The preganglionic motor neurons of the sympathetic system (shown in black) arise in the spinal cord. They pass into sympathetic ganglia which are organized into two chains that run parallel to and on either side of the spinal cord.The preganglionic neuron may do one of three things in the sympathetic ganglion:
- synapse with postganglionic neurons (shown in white) which then reenter the spinal nerve and ultimately pass out to the sweat glands and the walls of blood vessels near the surface of the body.
- pass up or down the sympathetic chain and finally synapse with postganglionic neurons in a higher or lower ganglion
- leave the ganglion by way of a cord leading to special ganglia (e.g. the solar plexus) in the viscera. Here it may synapse with postganglionic sympathetic neurons running to the smooth muscular walls of the viscera. However, some of these preganglionic neurons pass right on through this second ganglion and into the adrenal medulla. Here they synapse with the highly-modified postganglionic cells that make up the secretory portion of the adrenal medulla.
The neurotransmitter of the preganglionic sympathetic neurons is acetylcholine (ACh). It stimulates action potentials in the postganglionic neurons.
The neurotransmitter released by the postganglionic neurons is noradrenaline (also called norepinephrine).

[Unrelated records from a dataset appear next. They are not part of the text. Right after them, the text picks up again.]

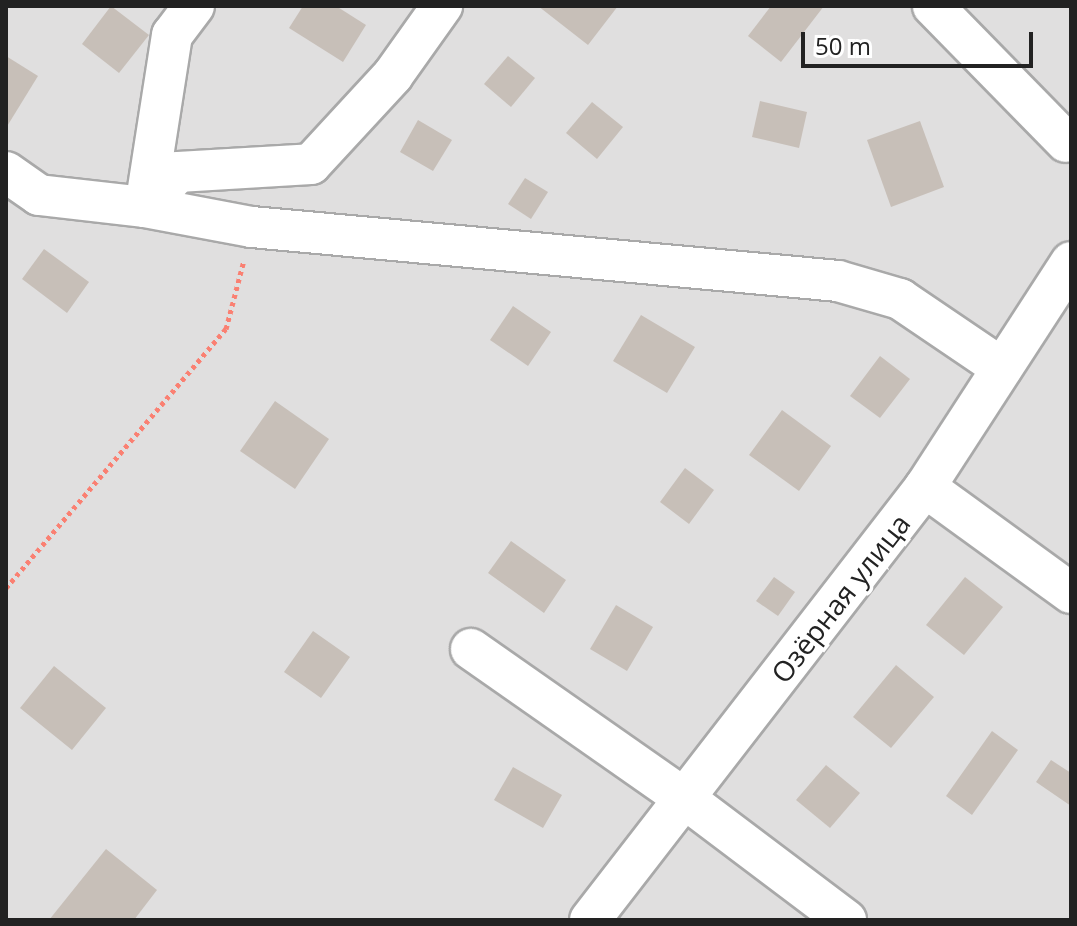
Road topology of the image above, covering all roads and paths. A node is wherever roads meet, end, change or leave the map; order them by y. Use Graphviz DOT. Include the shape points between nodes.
graph roads {
  1 [pos="194,6"];
  2 [pos="442,6"];
  3 [pos="933,6"];
  4 [pos="1069,142"];
  5 [pos="6,172"];
  6 [pos="145,207"];
  7 [pos="252,227"];
  8 [pos="1071,262"];
  9 [pos="1002,368"];
  10 [pos="925,487"];
  11 [pos="6,588"];
  12 [pos="1071,593"];
  13 [pos="471,649"];
  14 [pos="684,798"];
  15 [pos="590,920"];
  16 [pos="846,920"];
  1 -- 6 [label="street" via="172,35"];
  2 -- 6 [label="street" via="393,75 311,164 178,172"];
  3 -- 4 [label="street"];
  5 -- 6 [label="street" via="39,195"];
  6 -- 7 [label="street"];
  7 -- 9 [label="street" via="838,281 900,299"];
  7 -- 11 [label="path" via="226,329"];
  8 -- 9 [label="street, Озёрная улица"];
  9 -- 10 [label="street, Озёрная улица"];
  10 -- 12 [label="street"];
  10 -- 14 [label="street, Озёрная улица"];
  13 -- 14 [label="street"];
  14 -- 15 [label="street, Озёрная улица"];
  14 -- 16 [label="street"];
}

The action of noradrenaline on a particular gland or muscle is excitatory is some cases, inhibitory in others. (At excitatory terminals, ATP may be released along with noradrenaline.)The release of noradrenaline
- stimulates heartbeat
- raises blood pressure
- dilates the pupils
- dilates the trachea and bronchi
- stimulates the conversion of liver glycogen into glucose
- shunts blood away from the skin and viscera to the skeletal muscles, brain, and heart
- inhibits peristalsis in the gastrointestinal (GI) tract
- inhibits contraction of the bladder and rectum
- and, at least in rats and mice, increases the number of AMPA receptors in the hippocampus and thus increases long-term potentiation (LTP).
In short, stimulation of the sympathetic branch of the autonomic nervous system prepares the body for emergencies: for "fight or flight" (and, perhaps, enhances the memory of the event that triggered the response).Activation of the sympathetic system is quite general because
- a single preganglionic neuron usually synapses with many postganglionic neurons;
- the release of adrenaline from the adrenal medulla into the blood ensures that all the cells of the body will be exposed to sympathetic stimulation even if no postganglionic neurons reach them directly.
The main nerves of the parasympathetic system are the tenth cranial nerves, the vagus nerves. They originate in the medulla oblongata. Other preganglionic parasympathetic neurons also extend from the brain as well as from the lower tip of the spinal cord.
Each preganglionic parasympathetic neuron synapses with just a few postganglionic neurons, which are located near — or in — the effector organ, a muscle or gland. Acetylcholine (ACh) is the neurotransmitter at all the pre- and many of the postganglionic neurons of the parasympathetic system. However, some of the postganglionic neurons release nitric oxide (NO) as their neurotransmitter.
The Nobel Prize winning physiologist Otto Loewi discovered (in 1920) that the effect of both sympathetic and parasympathetic stimulation is mediated by released chemicals. He removed the living heart from a frog with its sympathetic and parasympathetic nerve supply intact. As expected, stimulation of the first speeded up the heart while stimulation of the second slowed it down.
Loewi found that these two responses would occur in a second frog heart supplied with a salt solution taken from the stimulated heart. Electrical stimulation of the vagus nerve leading to the first heart not only slowed its beat but, a short time later, slowed that of the second heart also. The substance responsible was later shown to be acetylcholine. During sympathetic stimulation, adrenaline (in the frog) is released.Parasympathetic stimulation causes
- slowing down of the heartbeat (as Loewi demonstrated)
- lowering of blood pressure
- constriction of the pupils
- increased blood flow to the skin and viscera
- peristalsis of the GI tract
In short, the parasympathetic system returns the body functions to normal after they have been altered by sympathetic stimulation. In times of danger, the sympathetic system prepares the body for violent activity. The parasympathetic system reverses these changes when the danger is over.
The vagus nerves also help keep inflammation under control. Inflammation stimulates nearby sensory neurons of the vagus. When these nerve impulses reach the medulla oblongata, they are relayed back along motor fibers to the inflamed area. The acetylcholine from the motor neurons suppresses the release of inflammatory cytokines, e.g., tumor necrosis factor (TNF), from macrophages in the inflamed tissue.
Although the autonomic nervous system is considered to be involuntary, this is not entirely true. A certain amount of conscious control can be exerted over it as has long been demonstrated by practitioners of Yoga and Zen Buddhism. During their periods of meditation, these people are clearly able to alter a number of autonomic functions including heart rate and the rate of oxygen consumption. These changes are not simply a reflection of decreased physical activity because they exceed the amount of change occurring during sleep or hypnosis.